Para decirlo en los términos de Borges, nadie menciona camellos si está habituado a convivir con ellos. Es posible por ello que cada uno de los señalamientos de Saslavsky suponga, toda vez, un hecho de aprendizaje novedoso: los decorados incompletos, los servicios del back proyecting, los enormes ventiladores de efectos, la modalidad de actuación y la fijación de la toma a base de repeticiones estandarizadas. El modo de rodaje, absolutamente reñido con todo realismo, sorprende a Saslavsky. Sobre todo un hecho por completo ajeno a las prácticas teatrales que conoce: la puesta en escena por desconexión, ya no en base al cuadro de actuación (comme se passe au théatre), sino de acuerdo con la organización sectorizada del contenido a filmar:
Después, la enorme cámara, el colector del sonido, el micrófono, los ventiladores, fueron trasladados a unos cinco metros de distancia, donde sobre un andamiaje, estaba la otra parte del aeroplano, aquella que correspondía al telegrafista (Leslie Fenton). Cinco o seis veces nuevamente fue filmada la contestación. Mientras la lluvia de una manguera especial le golpeaba la cara, Fenton se llevaba la mano a la boca, a guisa de pantalla y gritaba: “Bahía Blanca no contesta, intentaré Comodoro”.[4]
Al exquisito regisseur de “Amigos del Arte”, para quienes montó en Buenos Aires puestas teatrales de Cocteau, Gantillon y Lenormand, la técnica del rodaje cinematográfico lo mantiene deslumbrado.
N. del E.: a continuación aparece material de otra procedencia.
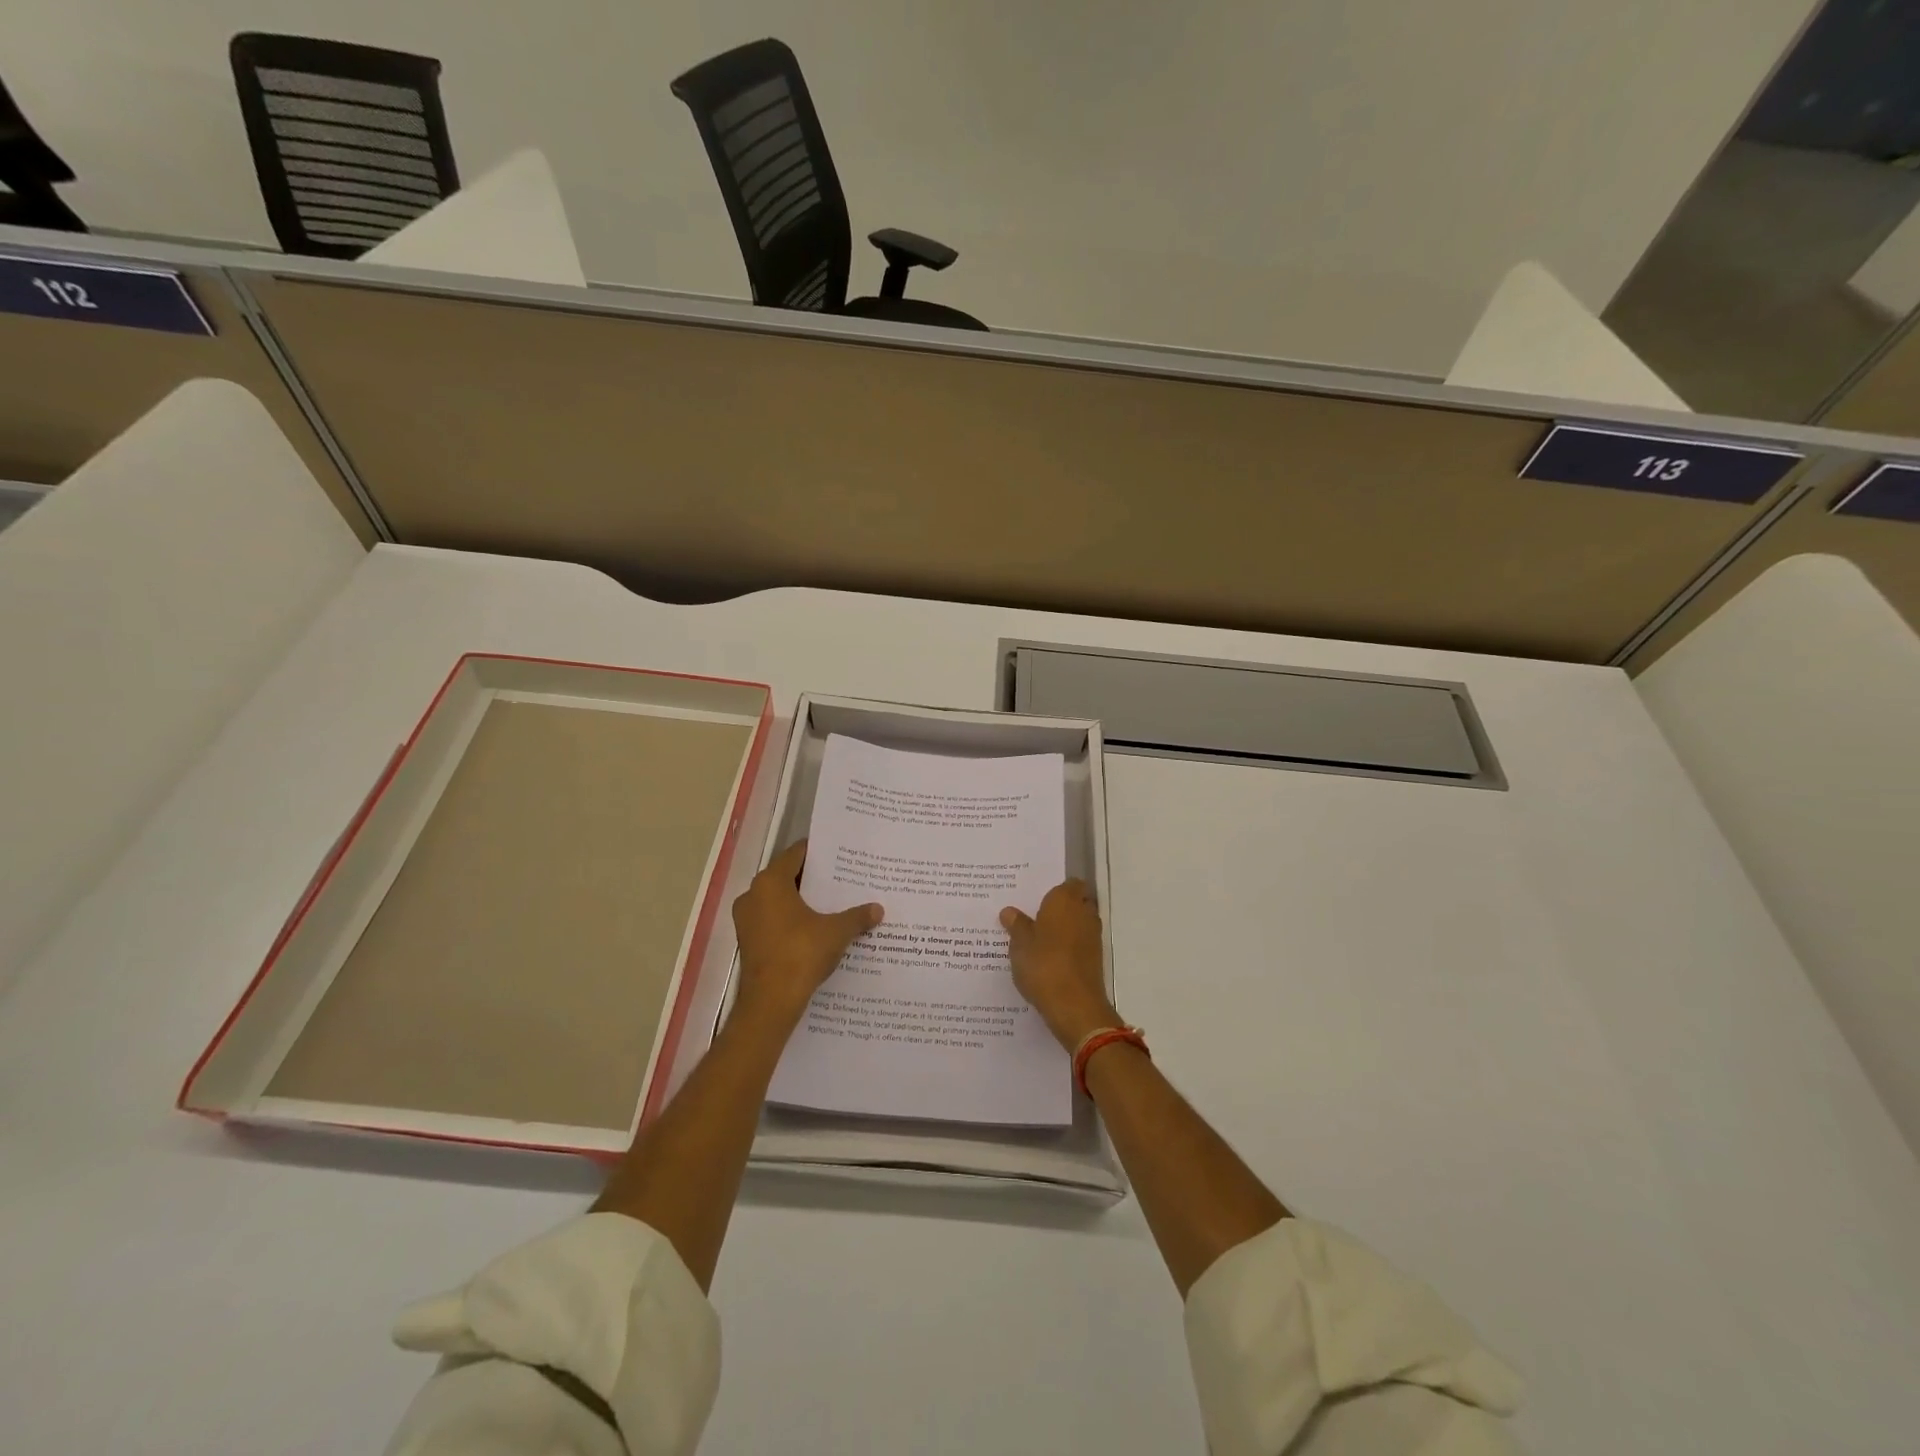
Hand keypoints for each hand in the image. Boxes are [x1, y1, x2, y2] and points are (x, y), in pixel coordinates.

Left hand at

Pero la industria depara también sus desengaños…
Luis Saslavsky/Clarence Brown: plano/contraplano
Pretender intimar con Hollywood, siendo un americano del sur, no significa sino hacerlo a base de tropiezos e indiscreciones. Y a esa segura convicción, Luisito va a llegar después de enfrentarse a Clarece Brown. Así, la relación entre el consagrado director de Greta Garbo, por un lado, y el atrevido jovencito del diario La Nación, por otro (¡habráse visto!), puede examinarse con acuerdo a la lógica de la réplica en el cine: plano/contraplano.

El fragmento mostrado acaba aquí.